Чтобы закончить описание этого периода моей жизни, я должен добавить, что внешность у меня тогда была довольно эксцентрическая. Я ходил в темно-малиновом френче, который был сшит еще в 1921 году из какого-то гусарского сукна, доставшегося мне где-то в воинской части. Френч этот оказался необыкновенно прочным. Я проходил в нем всю эпоху нэпа. Он всегда был замазан глиной, что я считал профессиональным признаком скульптора и, следовательно, глину не счищал. На голове у меня была густая шапка кудрявых волос, чему сейчас трудно поверить.
Был случай, когда во Вхутеин приехал В. И. Ленин с Надеждой Константиновной.[15] Они приехали к дочери Инессы Арманд, которая училась у нас и жила в нашем общежитии. Естественно, что все сбежались посмотреть на В[ладимира] И[льича]. Комната была до отказа набита народом. Ребята особенно добивались, чтобы Владимир] И[льич] похвалил «левое» кубистическое искусство, но он его не хвалил. Он посмеивался, говорил, что ничего в этом не понимает, и советовал обратиться за разъяснениями к Луначарскому.
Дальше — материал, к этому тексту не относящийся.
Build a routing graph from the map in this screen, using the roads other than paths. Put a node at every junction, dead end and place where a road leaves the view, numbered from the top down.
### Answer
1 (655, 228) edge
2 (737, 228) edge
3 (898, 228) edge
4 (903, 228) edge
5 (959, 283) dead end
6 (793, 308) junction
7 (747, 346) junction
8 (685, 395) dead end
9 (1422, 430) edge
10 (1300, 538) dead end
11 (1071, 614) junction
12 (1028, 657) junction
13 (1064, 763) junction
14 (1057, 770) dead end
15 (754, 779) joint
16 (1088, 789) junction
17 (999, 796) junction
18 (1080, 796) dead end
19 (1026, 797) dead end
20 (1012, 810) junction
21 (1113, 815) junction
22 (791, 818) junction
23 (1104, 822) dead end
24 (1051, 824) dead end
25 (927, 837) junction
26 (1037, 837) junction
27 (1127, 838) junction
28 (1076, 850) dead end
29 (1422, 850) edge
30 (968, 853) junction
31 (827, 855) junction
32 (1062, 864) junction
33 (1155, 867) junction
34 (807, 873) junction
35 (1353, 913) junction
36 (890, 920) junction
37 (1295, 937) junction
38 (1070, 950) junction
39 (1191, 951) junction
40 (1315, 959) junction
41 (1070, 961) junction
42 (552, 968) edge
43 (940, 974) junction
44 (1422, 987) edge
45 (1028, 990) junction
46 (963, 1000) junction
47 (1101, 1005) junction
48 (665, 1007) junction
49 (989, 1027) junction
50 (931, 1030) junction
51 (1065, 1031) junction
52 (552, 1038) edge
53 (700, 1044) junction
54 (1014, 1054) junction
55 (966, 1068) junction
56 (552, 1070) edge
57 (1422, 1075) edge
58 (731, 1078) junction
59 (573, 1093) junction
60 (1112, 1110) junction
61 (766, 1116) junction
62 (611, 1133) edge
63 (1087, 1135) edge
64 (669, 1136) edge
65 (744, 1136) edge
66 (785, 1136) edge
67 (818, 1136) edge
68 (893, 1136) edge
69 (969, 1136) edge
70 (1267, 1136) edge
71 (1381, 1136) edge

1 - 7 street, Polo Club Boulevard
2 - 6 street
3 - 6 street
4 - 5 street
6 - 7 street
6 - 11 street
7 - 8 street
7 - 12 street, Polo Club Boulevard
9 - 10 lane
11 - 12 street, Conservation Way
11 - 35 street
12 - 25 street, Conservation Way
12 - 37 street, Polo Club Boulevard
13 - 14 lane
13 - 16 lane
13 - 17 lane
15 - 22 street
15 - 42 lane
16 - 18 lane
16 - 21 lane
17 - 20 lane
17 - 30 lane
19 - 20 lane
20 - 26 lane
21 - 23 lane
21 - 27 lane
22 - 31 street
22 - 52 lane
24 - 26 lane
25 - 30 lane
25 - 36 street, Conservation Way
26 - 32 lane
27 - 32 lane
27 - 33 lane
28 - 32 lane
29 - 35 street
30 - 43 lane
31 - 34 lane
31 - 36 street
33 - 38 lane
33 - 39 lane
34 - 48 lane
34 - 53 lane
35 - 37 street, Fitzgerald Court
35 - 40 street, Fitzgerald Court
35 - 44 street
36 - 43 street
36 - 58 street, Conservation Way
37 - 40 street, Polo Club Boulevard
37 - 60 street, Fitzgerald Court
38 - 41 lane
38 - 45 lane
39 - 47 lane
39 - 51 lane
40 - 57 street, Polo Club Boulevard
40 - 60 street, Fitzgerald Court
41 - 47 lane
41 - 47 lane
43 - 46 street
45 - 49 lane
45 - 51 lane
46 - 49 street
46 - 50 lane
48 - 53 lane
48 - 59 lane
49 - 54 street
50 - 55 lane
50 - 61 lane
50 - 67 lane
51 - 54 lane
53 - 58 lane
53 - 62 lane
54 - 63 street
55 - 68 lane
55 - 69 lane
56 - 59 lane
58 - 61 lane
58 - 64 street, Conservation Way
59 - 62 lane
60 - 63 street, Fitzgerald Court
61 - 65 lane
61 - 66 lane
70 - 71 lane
Когда потом я ставил картину «Ленин в Октябре» и спросил Надежду Константиновну Крупскую, помнит ли она этот случай, она вспомнила, но меня припомнить не могла, пока я не сказал, что я был в малиновом френче. Малиновый френч она сейчас же вспомнила, хотя лицо мое забыла.
Я долго считал, что зря потратил добрую половину своей молодости на бесполезную военную службу, на бесполезную учебу во Вхутеине, на бесполезные любительские занятия театром и литературой. Лишь много времени спустя я понял, что этот период моей жизни был, пожалуй, для меня важнейшим, что он в значительной степени определил все мои творческие возможности и что до сих пор питательной средой для моей работы являются годы военного коммунизма, когда я, сам этого не подозревая, накапливал жизненный опыт, знание своей страны и знание природы революции; и затем — годы нэпа, когда безудержные эксперименты в самых разных областях искусства научили меня очень многому в понимании природы и сущности творчества.
В 1928 году я был вновь призван в Красную Армию. Вернее, я все время числился на действительной военной службе, пока Наркомату обороны не надоел праздношатающийся отпускной командир. Меня отправили, как я говорил выше, на Сибирские повторные курсы комсостава, на мою родину, в Иркутск. Начальником курсов был чрезвычайно суровый человек, который даже в те годы наладил у нас железную дисциплину. Первое время мне было необыкновенно трудно. Трудно было прежде всего сознавать себя «пешкой». Меня возмущало, что моим командиром был назначен мой сосед по строю, человек малообразованный, не талантливый и неумный и ни в каком отношении не заслуживающий внимания. Этот человек, фамилии которого я называть не хочу, был по профессии театральным помощником режиссера. Он должен был составлять характеристику на всех курсантов своего отделения. Случайно я узнал, какую характеристику он составил на меня. Я помню ее наизусть: «Ромм Михаил, сын врача, знает французский язык, по-видимому, анархист-индивидуалист». Больше ничего в этой характеристике не было. Этот командир отделения стал режиссером местного курсового драматического кружка. Я просил его использовать меня. После долгого размышления он сообщил мне, что актером я быть не могу вследствие отрицательной внешности, и назначил меня помощником режиссера и конферансье.